─── INFORMATION ───

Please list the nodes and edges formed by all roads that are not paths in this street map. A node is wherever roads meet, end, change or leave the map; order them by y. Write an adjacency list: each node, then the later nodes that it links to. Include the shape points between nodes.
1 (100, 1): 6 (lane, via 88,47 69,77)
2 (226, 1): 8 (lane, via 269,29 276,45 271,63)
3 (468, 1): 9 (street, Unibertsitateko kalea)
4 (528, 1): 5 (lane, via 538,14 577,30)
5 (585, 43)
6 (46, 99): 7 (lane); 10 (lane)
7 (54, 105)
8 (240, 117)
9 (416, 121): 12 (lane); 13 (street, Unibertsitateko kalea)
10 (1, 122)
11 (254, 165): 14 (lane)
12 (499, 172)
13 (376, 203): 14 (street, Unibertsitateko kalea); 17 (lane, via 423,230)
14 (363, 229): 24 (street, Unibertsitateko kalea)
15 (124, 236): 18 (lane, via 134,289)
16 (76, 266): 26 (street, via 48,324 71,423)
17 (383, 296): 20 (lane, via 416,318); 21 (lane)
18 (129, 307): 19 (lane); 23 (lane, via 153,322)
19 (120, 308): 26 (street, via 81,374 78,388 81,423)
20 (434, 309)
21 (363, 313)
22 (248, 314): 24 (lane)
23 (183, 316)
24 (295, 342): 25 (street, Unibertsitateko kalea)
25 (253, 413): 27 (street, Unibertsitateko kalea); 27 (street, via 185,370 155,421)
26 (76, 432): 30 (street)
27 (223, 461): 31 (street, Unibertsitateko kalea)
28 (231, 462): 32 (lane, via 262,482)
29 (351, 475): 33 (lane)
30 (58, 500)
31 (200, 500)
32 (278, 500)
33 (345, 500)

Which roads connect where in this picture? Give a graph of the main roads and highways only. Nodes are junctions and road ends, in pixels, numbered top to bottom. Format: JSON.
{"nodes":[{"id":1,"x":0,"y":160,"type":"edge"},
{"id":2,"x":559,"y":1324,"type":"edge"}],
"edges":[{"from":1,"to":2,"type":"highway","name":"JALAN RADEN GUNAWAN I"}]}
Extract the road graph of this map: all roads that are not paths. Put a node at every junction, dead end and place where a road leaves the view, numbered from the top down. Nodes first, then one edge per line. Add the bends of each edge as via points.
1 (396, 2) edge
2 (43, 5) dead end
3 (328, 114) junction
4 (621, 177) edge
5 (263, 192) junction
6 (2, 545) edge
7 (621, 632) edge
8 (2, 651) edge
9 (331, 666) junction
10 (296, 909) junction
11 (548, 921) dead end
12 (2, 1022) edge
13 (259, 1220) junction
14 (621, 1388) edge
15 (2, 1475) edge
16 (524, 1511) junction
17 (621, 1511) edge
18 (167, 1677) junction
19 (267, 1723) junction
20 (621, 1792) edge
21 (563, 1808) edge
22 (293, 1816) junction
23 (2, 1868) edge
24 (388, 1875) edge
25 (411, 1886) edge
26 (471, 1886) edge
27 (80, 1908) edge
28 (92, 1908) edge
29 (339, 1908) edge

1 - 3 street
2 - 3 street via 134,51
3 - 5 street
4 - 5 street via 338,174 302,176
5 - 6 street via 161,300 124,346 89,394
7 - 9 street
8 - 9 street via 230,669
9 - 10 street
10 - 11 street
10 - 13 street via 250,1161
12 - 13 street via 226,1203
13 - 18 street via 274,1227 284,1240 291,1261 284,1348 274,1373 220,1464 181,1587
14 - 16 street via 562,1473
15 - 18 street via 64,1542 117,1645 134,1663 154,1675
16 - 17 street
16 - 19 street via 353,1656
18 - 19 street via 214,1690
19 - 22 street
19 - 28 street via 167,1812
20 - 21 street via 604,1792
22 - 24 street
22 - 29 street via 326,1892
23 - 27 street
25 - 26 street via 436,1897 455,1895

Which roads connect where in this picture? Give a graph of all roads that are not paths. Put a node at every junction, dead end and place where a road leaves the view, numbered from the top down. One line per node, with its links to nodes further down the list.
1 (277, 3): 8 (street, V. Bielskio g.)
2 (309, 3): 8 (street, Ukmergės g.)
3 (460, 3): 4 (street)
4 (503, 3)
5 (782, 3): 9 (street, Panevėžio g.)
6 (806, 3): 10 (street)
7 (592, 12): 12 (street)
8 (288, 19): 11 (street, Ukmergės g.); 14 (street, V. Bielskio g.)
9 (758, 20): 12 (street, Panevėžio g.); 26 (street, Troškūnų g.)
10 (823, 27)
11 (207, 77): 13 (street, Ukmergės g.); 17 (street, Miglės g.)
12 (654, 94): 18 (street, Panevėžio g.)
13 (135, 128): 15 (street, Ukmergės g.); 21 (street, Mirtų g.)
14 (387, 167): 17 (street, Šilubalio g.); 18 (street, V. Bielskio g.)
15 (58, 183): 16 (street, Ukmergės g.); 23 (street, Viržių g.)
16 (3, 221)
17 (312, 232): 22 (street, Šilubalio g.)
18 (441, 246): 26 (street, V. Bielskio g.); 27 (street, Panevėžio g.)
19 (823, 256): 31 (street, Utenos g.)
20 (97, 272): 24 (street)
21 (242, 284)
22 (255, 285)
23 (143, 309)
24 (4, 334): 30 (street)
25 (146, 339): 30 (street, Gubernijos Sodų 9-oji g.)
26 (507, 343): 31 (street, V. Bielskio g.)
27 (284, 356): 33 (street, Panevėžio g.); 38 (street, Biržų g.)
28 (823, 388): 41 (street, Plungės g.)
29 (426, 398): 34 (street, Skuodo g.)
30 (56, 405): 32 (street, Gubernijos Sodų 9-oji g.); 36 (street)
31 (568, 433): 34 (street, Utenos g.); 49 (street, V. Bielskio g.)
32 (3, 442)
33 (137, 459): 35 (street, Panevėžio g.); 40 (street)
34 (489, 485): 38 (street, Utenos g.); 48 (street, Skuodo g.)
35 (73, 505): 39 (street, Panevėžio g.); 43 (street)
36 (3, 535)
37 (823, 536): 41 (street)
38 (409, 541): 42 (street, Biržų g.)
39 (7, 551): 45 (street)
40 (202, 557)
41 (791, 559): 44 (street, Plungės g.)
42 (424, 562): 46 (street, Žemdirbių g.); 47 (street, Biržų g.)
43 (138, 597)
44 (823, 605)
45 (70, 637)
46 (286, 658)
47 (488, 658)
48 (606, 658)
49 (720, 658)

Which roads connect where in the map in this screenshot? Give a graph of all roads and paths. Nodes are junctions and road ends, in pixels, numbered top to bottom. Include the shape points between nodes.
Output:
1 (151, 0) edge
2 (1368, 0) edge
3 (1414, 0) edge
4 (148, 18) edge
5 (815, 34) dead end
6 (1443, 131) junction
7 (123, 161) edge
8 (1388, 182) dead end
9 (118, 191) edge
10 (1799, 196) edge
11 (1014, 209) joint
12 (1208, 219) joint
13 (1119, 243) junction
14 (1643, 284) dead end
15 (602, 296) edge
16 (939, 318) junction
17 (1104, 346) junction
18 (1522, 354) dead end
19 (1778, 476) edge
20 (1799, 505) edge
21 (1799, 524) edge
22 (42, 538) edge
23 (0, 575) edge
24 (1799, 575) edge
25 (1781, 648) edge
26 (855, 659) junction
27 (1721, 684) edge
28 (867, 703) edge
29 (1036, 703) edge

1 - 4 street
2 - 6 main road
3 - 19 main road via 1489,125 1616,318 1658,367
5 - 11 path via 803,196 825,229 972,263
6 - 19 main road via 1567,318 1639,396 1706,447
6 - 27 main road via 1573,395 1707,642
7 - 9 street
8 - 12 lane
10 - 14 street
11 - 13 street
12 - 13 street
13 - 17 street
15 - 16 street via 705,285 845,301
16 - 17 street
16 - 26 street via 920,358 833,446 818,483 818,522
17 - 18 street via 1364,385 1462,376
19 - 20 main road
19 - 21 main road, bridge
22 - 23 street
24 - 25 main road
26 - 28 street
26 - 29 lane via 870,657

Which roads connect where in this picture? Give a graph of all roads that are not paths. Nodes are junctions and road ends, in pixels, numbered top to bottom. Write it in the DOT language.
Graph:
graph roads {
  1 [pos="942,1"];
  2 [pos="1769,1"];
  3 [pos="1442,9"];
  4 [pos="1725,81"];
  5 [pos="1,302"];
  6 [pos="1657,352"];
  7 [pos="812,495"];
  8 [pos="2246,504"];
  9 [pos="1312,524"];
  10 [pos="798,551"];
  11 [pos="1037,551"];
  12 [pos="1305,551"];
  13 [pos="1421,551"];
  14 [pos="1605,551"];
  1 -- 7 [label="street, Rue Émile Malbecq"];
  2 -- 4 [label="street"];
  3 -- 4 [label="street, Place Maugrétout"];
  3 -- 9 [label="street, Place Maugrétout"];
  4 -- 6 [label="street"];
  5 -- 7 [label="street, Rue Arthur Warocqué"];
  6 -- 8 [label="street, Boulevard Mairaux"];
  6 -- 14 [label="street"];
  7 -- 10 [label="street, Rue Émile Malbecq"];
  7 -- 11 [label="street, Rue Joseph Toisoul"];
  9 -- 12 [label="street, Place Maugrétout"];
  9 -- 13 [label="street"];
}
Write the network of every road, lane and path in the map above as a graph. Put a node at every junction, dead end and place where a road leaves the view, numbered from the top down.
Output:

───

DIRECTIONS: Copy verbatim the span of lines that begins with the line holding "Write the network" and ends at the last line of the records.

RESPONSE TO THIS TASK:
Write the network of every road, lane and path in the map above as a graph. Put a node at every junction, dead end and place where a road leaves the view, numbered from the top down.
Output:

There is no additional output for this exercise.